REQUIREMENT
The records are to be copied exactly and in full.

Dataset entries
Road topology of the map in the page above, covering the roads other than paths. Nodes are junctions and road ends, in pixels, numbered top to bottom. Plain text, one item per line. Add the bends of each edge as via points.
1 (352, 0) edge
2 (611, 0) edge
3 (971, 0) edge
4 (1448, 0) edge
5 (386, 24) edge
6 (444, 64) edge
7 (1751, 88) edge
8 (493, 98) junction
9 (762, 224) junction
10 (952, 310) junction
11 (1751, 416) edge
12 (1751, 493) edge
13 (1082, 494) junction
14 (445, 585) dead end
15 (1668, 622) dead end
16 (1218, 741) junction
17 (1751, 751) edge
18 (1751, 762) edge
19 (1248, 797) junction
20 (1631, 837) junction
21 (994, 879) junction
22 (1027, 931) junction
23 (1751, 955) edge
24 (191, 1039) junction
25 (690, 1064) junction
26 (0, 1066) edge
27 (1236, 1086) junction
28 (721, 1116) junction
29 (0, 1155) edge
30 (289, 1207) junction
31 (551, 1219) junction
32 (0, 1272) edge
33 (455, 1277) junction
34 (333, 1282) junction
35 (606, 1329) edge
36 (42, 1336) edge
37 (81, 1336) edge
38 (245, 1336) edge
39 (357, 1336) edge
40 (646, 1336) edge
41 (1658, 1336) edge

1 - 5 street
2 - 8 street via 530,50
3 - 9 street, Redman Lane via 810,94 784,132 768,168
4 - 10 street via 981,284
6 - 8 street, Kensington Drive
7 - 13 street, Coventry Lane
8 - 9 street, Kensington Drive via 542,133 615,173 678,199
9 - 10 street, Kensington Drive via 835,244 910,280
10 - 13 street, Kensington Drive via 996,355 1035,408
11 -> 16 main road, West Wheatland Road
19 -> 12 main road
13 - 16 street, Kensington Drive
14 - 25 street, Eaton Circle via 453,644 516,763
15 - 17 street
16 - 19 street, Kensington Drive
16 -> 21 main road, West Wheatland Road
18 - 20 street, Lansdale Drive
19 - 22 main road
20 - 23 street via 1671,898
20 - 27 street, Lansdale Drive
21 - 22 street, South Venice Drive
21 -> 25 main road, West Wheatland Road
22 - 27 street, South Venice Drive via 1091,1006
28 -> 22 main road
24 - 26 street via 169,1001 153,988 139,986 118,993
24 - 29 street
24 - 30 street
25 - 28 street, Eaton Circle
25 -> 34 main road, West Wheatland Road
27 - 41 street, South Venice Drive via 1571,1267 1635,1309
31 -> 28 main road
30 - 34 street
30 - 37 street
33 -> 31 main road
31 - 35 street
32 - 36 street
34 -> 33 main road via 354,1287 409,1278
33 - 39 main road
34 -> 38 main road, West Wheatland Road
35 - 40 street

ANSWER BELOW
Road topology of the map in the page above, covering the roads other than paths. Nodes are junctions and road ends, in pixels, numbered top to bottom. Plain text, one item per line. Add the bends of each edge as via points.
1 (352, 0) edge
2 (611, 0) edge
3 (971, 0) edge
4 (1448, 0) edge
5 (386, 24) edge
6 (444, 64) edge
7 (1751, 88) edge
8 (493, 98) junction
9 (762, 224) junction
10 (952, 310) junction
11 (1751, 416) edge
12 (1751, 493) edge
13 (1082, 494) junction
14 (445, 585) dead end
15 (1668, 622) dead end
16 (1218, 741) junction
17 (1751, 751) edge
18 (1751, 762) edge
19 (1248, 797) junction
20 (1631, 837) junction
21 (994, 879) junction
22 (1027, 931) junction
23 (1751, 955) edge
24 (191, 1039) junction
25 (690, 1064) junction
26 (0, 1066) edge
27 (1236, 1086) junction
28 (721, 1116) junction
29 (0, 1155) edge
30 (289, 1207) junction
31 (551, 1219) junction
32 (0, 1272) edge
33 (455, 1277) junction
34 (333, 1282) junction
35 (606, 1329) edge
36 (42, 1336) edge
37 (81, 1336) edge
38 (245, 1336) edge
39 (357, 1336) edge
40 (646, 1336) edge
41 (1658, 1336) edge

1 - 5 street
2 - 8 street via 530,50
3 - 9 street, Redman Lane via 810,94 784,132 768,168
4 - 10 street via 981,284
6 - 8 street, Kensington Drive
7 - 13 street, Coventry Lane
8 - 9 street, Kensington Drive via 542,133 615,173 678,199
9 - 10 street, Kensington Drive via 835,244 910,280
10 - 13 street, Kensington Drive via 996,355 1035,408
11 -> 16 main road, West Wheatland Road
19 -> 12 main road
13 - 16 street, Kensington Drive
14 - 25 street, Eaton Circle via 453,644 516,763
15 - 17 street
16 - 19 street, Kensington Drive
16 -> 21 main road, West Wheatland Road
18 - 20 street, Lansdale Drive
19 - 22 main road
20 - 23 street via 1671,898
20 - 27 street, Lansdale Drive
21 - 22 street, South Venice Drive
21 -> 25 main road, West Wheatland Road
22 - 27 street, South Venice Drive via 1091,1006
28 -> 22 main road
24 - 26 street via 169,1001 153,988 139,986 118,993
24 - 29 street
24 - 30 street
25 - 28 street, Eaton Circle
25 -> 34 main road, West Wheatland Road
27 - 41 street, South Venice Drive via 1571,1267 1635,1309
31 -> 28 main road
30 - 34 street
30 - 37 street
33 -> 31 main road
31 - 35 street
32 - 36 street
34 -> 33 main road via 354,1287 409,1278
33 - 39 main road
34 -> 38 main road, West Wheatland Road
35 - 40 street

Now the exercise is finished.